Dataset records
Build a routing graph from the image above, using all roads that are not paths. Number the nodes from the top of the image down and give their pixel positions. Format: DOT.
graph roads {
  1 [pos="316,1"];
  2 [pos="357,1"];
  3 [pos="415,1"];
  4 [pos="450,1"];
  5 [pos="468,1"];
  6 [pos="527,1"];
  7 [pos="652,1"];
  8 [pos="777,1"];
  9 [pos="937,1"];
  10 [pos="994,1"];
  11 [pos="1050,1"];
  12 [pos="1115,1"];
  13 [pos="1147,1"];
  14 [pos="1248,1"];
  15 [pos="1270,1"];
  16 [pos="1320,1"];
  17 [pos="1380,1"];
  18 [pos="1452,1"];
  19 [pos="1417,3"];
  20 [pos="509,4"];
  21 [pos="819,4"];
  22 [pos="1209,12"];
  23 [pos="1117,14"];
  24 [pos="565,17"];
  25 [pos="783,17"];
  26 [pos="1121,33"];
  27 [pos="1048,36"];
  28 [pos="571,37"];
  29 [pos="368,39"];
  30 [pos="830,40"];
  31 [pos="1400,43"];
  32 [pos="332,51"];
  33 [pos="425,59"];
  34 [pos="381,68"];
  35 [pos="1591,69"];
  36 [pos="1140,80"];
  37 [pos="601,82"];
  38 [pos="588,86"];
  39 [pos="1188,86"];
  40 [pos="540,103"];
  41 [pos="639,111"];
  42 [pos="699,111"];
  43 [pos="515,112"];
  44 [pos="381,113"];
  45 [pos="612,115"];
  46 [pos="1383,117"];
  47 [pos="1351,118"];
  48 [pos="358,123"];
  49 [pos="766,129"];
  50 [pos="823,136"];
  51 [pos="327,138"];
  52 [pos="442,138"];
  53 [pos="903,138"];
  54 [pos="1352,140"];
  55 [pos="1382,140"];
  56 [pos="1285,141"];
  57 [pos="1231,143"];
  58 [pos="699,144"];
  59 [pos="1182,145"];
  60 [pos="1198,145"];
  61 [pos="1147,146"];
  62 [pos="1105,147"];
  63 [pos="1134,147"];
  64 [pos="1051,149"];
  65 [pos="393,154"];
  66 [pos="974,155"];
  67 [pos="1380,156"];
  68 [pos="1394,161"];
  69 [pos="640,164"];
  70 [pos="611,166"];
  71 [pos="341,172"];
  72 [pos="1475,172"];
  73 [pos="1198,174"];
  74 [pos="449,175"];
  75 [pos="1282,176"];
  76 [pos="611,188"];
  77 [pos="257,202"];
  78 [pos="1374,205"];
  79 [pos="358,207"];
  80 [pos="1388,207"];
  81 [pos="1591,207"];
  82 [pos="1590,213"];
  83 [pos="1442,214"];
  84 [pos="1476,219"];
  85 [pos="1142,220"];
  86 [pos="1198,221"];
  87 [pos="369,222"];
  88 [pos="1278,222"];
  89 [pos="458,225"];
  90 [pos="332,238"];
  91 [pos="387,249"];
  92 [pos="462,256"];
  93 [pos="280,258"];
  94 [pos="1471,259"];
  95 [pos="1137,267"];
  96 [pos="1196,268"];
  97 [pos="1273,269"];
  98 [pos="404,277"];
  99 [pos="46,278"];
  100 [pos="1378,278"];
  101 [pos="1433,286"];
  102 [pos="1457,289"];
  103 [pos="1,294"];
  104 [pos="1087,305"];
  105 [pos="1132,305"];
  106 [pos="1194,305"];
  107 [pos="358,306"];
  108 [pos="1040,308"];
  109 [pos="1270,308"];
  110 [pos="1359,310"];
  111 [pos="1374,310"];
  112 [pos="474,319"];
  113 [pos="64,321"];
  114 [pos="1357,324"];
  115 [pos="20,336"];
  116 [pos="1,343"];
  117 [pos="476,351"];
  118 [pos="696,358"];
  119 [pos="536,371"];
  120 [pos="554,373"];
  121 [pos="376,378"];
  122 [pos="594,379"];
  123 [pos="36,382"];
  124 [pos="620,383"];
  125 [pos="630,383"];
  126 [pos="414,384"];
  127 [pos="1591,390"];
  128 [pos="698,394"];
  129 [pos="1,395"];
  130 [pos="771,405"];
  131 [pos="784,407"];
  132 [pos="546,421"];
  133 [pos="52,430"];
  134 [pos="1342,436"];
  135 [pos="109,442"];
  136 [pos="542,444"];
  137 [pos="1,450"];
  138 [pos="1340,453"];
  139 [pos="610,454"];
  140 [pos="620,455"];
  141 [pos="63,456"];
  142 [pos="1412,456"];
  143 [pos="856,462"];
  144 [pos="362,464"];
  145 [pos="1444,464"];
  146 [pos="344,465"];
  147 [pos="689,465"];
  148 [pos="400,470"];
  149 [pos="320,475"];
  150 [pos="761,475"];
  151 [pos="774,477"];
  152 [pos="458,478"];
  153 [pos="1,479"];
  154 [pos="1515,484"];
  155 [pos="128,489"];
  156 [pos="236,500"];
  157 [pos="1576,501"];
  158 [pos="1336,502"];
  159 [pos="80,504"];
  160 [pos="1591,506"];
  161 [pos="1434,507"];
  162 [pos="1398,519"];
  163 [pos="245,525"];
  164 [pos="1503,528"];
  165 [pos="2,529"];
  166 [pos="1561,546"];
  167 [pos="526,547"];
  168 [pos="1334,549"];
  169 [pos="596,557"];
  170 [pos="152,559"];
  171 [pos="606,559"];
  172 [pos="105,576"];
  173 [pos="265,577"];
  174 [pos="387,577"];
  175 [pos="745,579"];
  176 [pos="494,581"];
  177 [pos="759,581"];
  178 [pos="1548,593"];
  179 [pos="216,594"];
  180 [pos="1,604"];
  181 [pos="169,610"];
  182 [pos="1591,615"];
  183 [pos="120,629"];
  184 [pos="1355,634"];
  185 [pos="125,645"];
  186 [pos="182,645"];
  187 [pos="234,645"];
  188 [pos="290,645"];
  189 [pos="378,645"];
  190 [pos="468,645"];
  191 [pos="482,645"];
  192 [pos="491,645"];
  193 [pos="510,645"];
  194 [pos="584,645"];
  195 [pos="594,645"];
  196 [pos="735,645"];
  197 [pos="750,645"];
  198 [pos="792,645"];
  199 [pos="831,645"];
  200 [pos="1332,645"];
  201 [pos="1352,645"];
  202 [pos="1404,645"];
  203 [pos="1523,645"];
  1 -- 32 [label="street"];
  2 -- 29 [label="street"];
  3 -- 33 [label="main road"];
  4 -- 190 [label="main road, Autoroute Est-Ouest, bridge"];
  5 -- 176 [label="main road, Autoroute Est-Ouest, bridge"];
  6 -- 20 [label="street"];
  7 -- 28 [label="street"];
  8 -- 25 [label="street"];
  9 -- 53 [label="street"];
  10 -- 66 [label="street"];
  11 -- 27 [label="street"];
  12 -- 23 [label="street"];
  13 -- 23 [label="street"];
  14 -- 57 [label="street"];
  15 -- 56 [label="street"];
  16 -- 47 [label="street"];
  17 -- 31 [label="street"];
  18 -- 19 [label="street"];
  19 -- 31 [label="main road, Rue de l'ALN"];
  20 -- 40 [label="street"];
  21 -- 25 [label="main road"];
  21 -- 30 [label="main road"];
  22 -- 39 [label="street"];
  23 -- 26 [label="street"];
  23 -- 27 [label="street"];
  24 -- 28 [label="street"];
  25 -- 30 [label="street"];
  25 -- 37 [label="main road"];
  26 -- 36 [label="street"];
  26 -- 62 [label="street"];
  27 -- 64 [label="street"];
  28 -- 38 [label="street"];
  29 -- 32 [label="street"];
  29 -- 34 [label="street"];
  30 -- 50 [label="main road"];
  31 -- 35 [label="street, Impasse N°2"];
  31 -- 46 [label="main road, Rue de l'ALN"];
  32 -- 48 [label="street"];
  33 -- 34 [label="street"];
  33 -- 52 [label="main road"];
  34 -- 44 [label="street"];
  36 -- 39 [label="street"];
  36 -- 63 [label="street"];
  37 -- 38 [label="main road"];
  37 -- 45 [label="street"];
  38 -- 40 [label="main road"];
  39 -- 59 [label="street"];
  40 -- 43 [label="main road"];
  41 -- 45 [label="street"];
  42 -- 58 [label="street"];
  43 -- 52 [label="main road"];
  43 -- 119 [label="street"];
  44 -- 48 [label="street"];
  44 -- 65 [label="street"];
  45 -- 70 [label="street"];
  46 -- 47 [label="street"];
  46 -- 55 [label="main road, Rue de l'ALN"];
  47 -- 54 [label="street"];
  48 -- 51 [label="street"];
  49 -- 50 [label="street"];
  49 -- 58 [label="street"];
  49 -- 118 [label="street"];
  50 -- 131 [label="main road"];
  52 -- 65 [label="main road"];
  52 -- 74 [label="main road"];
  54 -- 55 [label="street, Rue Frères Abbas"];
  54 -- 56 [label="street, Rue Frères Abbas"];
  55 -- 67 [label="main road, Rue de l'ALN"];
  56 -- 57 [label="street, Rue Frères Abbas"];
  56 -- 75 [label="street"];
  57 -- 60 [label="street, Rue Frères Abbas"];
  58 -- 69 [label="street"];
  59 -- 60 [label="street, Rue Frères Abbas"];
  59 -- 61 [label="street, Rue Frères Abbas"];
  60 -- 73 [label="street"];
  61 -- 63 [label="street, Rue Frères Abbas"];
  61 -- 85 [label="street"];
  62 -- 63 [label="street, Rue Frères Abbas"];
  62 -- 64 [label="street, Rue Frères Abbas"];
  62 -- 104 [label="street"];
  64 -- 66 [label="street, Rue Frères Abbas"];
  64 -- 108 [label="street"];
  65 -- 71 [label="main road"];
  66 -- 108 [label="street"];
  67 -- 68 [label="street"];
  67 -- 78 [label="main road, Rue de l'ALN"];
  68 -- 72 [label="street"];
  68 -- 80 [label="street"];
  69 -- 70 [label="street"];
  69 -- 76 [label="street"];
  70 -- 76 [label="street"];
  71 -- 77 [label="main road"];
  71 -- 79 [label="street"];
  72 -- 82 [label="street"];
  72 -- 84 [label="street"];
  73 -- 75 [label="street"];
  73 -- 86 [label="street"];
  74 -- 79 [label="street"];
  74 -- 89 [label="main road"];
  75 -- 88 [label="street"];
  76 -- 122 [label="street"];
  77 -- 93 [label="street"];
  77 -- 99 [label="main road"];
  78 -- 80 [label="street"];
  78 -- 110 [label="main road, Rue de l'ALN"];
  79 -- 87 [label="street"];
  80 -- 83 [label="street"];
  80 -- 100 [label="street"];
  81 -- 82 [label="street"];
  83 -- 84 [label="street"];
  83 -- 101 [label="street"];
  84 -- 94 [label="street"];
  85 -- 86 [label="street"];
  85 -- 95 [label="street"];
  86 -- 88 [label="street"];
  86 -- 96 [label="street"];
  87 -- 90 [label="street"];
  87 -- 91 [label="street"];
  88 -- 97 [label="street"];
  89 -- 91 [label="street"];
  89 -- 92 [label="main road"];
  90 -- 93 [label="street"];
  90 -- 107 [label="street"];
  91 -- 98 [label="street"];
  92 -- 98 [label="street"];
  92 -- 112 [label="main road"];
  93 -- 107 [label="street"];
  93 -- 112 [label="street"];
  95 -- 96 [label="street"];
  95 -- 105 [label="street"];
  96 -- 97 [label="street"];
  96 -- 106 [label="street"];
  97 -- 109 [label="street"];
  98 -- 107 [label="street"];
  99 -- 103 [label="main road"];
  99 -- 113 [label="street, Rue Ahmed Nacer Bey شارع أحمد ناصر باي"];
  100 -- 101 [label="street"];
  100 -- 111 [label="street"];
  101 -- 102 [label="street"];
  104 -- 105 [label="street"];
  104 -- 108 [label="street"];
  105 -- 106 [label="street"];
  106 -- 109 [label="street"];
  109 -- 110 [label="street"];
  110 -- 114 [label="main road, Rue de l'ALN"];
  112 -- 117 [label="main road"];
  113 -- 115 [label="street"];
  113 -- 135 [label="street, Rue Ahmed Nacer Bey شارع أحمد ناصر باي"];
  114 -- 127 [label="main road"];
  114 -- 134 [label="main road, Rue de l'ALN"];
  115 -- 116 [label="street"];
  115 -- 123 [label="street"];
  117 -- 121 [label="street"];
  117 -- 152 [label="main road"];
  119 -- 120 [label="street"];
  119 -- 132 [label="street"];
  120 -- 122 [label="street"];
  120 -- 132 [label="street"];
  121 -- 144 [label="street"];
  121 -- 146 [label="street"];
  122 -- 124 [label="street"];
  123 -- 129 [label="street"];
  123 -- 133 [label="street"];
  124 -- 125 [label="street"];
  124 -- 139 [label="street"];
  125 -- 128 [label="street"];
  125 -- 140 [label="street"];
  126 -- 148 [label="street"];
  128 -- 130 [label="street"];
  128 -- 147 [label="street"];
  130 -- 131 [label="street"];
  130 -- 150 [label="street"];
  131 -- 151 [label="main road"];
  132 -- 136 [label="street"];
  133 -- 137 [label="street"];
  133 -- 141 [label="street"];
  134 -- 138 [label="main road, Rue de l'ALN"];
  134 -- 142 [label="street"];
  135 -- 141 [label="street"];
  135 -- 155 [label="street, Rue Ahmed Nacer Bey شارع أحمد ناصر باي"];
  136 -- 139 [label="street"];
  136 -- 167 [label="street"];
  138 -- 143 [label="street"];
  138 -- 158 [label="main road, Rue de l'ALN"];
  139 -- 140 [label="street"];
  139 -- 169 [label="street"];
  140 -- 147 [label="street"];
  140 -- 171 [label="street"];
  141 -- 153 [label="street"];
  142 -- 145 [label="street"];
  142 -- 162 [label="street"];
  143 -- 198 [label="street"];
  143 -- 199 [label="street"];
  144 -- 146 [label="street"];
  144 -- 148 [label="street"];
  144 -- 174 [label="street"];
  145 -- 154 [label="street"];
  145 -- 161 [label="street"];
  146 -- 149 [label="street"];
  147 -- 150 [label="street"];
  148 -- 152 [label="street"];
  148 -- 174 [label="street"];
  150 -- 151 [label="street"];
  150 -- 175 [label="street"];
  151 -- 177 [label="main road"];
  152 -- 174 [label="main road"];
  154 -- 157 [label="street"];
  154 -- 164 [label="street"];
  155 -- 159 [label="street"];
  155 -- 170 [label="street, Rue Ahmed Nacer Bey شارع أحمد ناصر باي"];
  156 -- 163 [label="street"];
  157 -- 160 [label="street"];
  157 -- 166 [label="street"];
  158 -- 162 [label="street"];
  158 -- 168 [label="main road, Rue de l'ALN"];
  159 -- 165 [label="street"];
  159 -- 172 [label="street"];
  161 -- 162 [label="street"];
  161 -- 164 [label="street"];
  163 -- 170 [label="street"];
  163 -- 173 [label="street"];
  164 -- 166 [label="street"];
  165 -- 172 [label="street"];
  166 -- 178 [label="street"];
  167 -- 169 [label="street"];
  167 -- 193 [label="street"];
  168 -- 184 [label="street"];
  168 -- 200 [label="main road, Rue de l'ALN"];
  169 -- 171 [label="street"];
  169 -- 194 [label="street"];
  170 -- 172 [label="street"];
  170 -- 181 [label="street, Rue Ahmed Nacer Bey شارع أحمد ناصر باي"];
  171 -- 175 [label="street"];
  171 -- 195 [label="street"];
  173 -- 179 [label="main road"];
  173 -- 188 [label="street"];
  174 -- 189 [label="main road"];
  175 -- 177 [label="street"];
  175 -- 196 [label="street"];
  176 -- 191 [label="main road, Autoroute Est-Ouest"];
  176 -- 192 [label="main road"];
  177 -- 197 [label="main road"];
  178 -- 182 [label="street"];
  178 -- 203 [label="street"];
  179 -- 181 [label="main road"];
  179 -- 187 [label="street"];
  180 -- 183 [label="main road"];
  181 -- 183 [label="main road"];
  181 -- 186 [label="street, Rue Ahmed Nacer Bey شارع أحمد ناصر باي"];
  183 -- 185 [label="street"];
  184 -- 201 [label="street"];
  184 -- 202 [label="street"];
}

Your task: Copy out the lines of the records above in which the string "Autoroute" appears.

Answer section:
  4 -- 190 [label="main road, Autoroute Est-Ouest, bridge"];
  5 -- 176 [label="main road, Autoroute Est-Ouest, bridge"];
  176 -- 191 [label="main road, Autoroute Est-Ouest"];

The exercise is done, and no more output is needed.